* [What to work on] Return, from the listing that follows, each line containing the word "nodes".

* [Exercise data]
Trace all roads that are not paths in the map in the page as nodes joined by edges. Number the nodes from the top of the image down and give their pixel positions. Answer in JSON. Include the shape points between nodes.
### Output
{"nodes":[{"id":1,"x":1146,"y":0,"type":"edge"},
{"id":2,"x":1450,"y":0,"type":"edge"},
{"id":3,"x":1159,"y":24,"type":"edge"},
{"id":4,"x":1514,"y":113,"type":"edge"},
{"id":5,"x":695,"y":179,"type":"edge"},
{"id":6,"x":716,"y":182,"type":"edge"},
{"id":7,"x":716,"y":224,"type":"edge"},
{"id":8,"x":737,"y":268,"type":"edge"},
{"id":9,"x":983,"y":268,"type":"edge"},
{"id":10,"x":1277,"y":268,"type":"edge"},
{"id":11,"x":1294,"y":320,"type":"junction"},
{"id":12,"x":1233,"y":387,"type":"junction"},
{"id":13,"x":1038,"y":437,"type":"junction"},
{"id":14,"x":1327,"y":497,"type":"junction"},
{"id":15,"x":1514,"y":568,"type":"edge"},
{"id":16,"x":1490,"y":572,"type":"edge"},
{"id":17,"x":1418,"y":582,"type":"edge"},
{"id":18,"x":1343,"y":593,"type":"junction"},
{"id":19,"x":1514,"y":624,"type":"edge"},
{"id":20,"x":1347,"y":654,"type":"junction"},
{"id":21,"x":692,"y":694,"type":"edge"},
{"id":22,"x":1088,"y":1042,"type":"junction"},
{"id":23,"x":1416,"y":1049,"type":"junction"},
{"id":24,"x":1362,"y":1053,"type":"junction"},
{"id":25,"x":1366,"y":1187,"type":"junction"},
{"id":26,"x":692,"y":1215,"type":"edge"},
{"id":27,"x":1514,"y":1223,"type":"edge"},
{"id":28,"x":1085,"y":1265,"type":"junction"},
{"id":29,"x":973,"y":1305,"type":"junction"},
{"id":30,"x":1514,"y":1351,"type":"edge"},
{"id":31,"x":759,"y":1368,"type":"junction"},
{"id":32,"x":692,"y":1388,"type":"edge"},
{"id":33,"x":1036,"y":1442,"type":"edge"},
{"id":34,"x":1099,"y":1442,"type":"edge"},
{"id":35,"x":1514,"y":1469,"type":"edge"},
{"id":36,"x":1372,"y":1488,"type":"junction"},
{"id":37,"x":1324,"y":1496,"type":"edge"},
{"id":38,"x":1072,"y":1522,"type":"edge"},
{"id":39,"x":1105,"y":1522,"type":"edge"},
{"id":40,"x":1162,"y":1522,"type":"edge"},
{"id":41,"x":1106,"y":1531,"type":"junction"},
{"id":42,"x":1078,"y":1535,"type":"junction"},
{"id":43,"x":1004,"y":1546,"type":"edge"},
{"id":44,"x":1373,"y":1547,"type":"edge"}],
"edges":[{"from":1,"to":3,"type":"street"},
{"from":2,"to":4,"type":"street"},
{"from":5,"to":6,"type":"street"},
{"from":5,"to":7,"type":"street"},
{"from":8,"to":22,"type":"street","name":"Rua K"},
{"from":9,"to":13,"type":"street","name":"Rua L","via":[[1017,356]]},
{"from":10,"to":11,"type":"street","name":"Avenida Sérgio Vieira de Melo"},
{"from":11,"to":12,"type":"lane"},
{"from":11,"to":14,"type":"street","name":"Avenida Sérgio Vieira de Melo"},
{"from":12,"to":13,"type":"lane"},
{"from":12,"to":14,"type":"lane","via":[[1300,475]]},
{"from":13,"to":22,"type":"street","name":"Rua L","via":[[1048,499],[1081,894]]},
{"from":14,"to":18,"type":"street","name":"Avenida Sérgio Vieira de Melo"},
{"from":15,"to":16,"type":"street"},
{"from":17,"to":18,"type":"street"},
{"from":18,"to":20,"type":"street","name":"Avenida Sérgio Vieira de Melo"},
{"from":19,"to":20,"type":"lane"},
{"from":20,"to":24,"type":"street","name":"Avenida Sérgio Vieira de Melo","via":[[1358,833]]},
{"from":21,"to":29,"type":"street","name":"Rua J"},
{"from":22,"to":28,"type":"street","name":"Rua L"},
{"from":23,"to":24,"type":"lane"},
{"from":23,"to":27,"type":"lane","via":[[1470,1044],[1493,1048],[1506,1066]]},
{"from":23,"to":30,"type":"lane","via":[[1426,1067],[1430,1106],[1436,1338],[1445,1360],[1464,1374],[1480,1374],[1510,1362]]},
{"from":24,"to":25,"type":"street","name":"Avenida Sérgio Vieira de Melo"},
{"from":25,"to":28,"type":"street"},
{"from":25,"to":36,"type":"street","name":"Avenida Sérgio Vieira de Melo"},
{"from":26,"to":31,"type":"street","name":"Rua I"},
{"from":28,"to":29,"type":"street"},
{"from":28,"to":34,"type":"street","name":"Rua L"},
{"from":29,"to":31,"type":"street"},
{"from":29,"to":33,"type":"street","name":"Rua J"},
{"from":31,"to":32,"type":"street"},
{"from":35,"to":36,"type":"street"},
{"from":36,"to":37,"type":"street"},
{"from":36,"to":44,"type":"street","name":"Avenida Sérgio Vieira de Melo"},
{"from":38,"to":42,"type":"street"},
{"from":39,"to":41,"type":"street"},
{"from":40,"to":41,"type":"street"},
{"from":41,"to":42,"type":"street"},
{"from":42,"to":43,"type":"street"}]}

* [Task solution]
Trace all roads that are not paths in the map in the page as nodes joined by edges. Number the nodes from the top of the image down and give their pixel positions. Answer in JSON. Include the shape points between nodes.
{"nodes":[{"id":1,"x":1146,"y":0,"type":"edge"},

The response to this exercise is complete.